Despite this history and multi-decade fight against racism, the scourge of racism continues today, including here in Alberta. This racism includes racial profiling of people of colour, Islamophobia, anti-Semitic hate, and much more. Communities, individuals, and stakeholder groups from all racialized communities continue to report to the Commission that they regularly experience everything from subtle micro-aggressions to physical violence. We unequivocally stand with them in condemning racism in all its forms.

Alberta's population continues to grow at higher rates than anywhere else in Canada. Projections anticipate that in the next 25 years, approximately 55 per cent​ of our population growth will come from international migration and with it, an increasingly diverse community. Increased diversity is entirely a good thing, bringing new ideas and approaches to complex problems that enrich us all. It is critical that increased equality comes along with increased diversity.

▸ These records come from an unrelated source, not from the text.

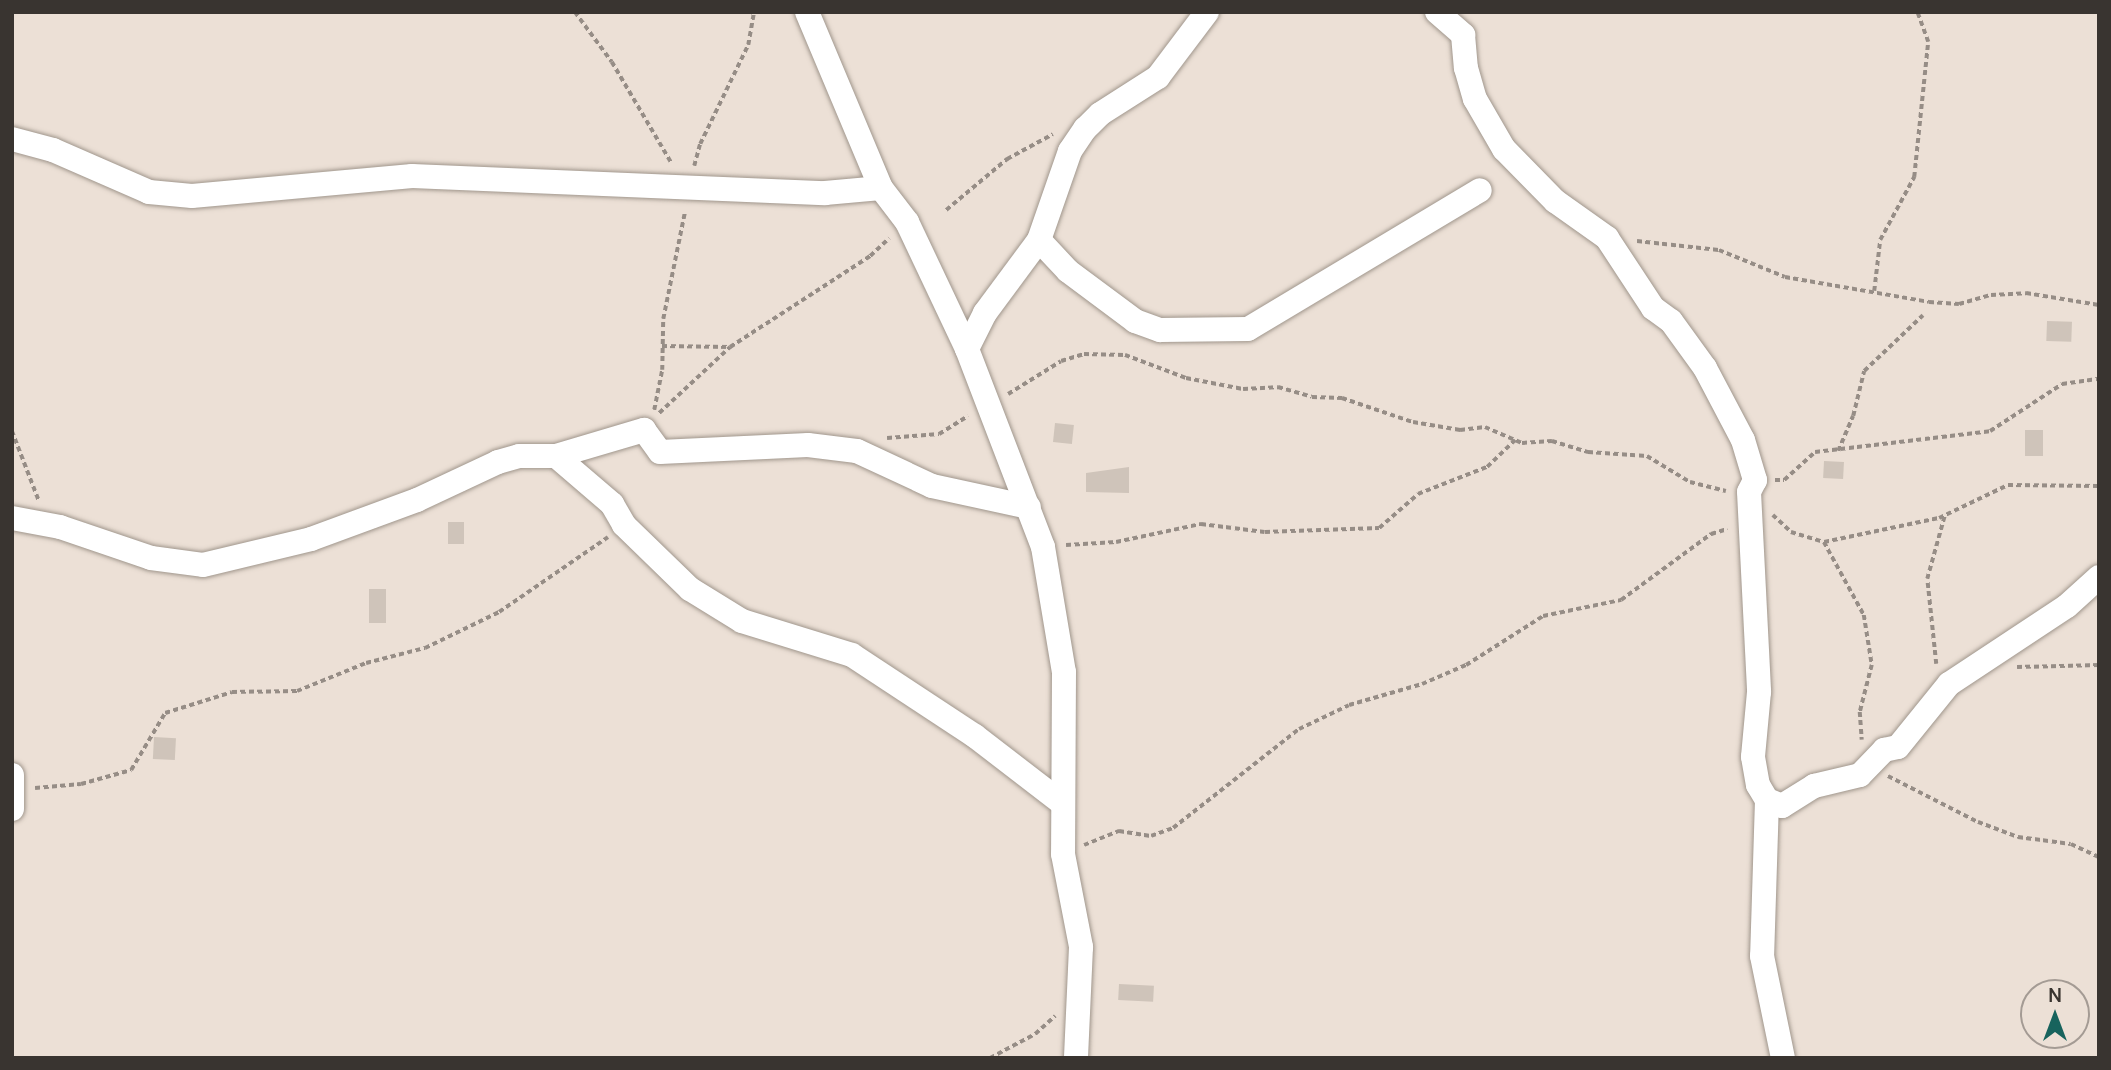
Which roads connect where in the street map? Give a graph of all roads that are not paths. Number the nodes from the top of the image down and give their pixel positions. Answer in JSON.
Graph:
{"nodes":[{"id":1,"x":807,"y":12,"type":"edge"},
{"id":2,"x":1207,"y":12,"type":"edge"},
{"id":3,"x":1437,"y":12,"type":"edge"},
{"id":4,"x":12,"y":139,"type":"edge"},
{"id":5,"x":881,"y":188,"type":"junction"},
{"id":6,"x":1480,"y":190,"type":"dead end"},
{"id":7,"x":1039,"y":240,"type":"junction"},
{"id":8,"x":967,"y":349,"type":"junction"},
{"id":9,"x":556,"y":456,"type":"junction"},
{"id":10,"x":1029,"y":507,"type":"junction"},
{"id":11,"x":12,"y":518,"type":"edge"},
{"id":12,"x":2099,"y":577,"type":"edge"},
{"id":13,"x":14,"y":779,"type":"edge"},
{"id":14,"x":1767,"y":800,"type":"junction"},
{"id":15,"x":1062,"y":803,"type":"junction"},
{"id":16,"x":12,"y":810,"type":"edge"},
{"id":17,"x":1076,"y":1058,"type":"edge"},
{"id":18,"x":1783,"y":1058,"type":"edge"}],
"edges":[{"from":1,"to":5,"type":"street"},
{"from":2,"to":7,"type":"street"},
{"from":3,"to":14,"type":"street"},
{"from":4,"to":5,"type":"street"},
{"from":5,"to":8,"type":"street"},
{"from":6,"to":7,"type":"street"},
{"from":7,"to":8,"type":"street"},
{"from":8,"to":10,"type":"street"},
{"from":9,"to":10,"type":"street"},
{"from":9,"to":11,"type":"street"},
{"from":9,"to":15,"type":"street"},
{"from":10,"to":15,"type":"street"},
{"from":12,"to":14,"type":"street"},
{"from":13,"to":16,"type":"street"},
{"from":14,"to":18,"type":"street"},
{"from":15,"to":17,"type":"street"}]}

The International Day for the Elimination of Racial Discrimination is a day to reflect and acknowledge past and present wrongs, but it is also a day for hope and action. We celebrate our diversity and recognize the significant achievements of Black, Indigenous, and racialized people in our community. We also recognize the contribution of individuals and organizations that stand up against racial discrimination. Eliminating racial discrimination will have economic and social benefits for generations to come, and we call upon all Albertans to stand united in the fight against racism.

Message from Kathryn Oviatt, Chief of the Commission and Tribunals, Alberta Human Rights Commission

Hate-motivated incidents against transgender people have been on the rise in Alberta. These incidents have sadly involved escalating intimidation and harassment of the 2SLGBTQI+ community in both public and private spaces.

Diversity in Alberta should be celebrated, not attacked. The Commission would like to extend our solidarity to all members of the 2SLGBTQI+ community, and to the transgender community in particular. This pervasive and persistent hate is not acceptable and should not be tolerated in Alberta.

We uphold the principles of equality and justice for all, regardless of gender identity, sexual orientation, or any other protected characteristic in the Alberta Human Rights Act. We condemn all forms of violence or intimidation in the strongest terms.

According to the Alberta Hate Crimes Committee’s January 2023 report​, which tracked hate incidents reported to them from February 2017 through December 2022, 10 per cent of hate incidents targeted the LGBTQ+ community. This is in spite of the fact that LGBTQ2+ people only account for 4 per cent of Canada’s total population aged 15 and older in 2018, according to Statistics Canada’s 2021 data.

Sadly, these numbers are not unusual. According to the Government of Canada’s 2SLGBTQI+ Action Plan Survey, 39 per cent of people who identify as 2SLGBTQI+ reported experiencing violence or discrimination directed at their sexual orientation, gender identity, and/or gender expression in the last five years.

Hate has serious consequences for already marginalized groups and can create a culture of fear for other minority populations across the province. We must all work to protect and nurture diversity in our communities.

Bias, prejudice, and hate have no place in our society. All Albertans have a right to feel safe, welcome, and free from discrimination and harassment. We must not let the voices of intolerance drown out the voices of equality and acceptance. We must work together to protect the rights of all people, especially the most vulnerable and marginalized, and create a world where everyone can live their lives to the fullest, free from discrimination and prejudice.

The Commission stands with the 2SLGBTQI+ community and would like to send a clear message that hate and harassment have no place in Alberta. We will continue to work to combat transphobia, homophobia, and other forms of discrimination and hate.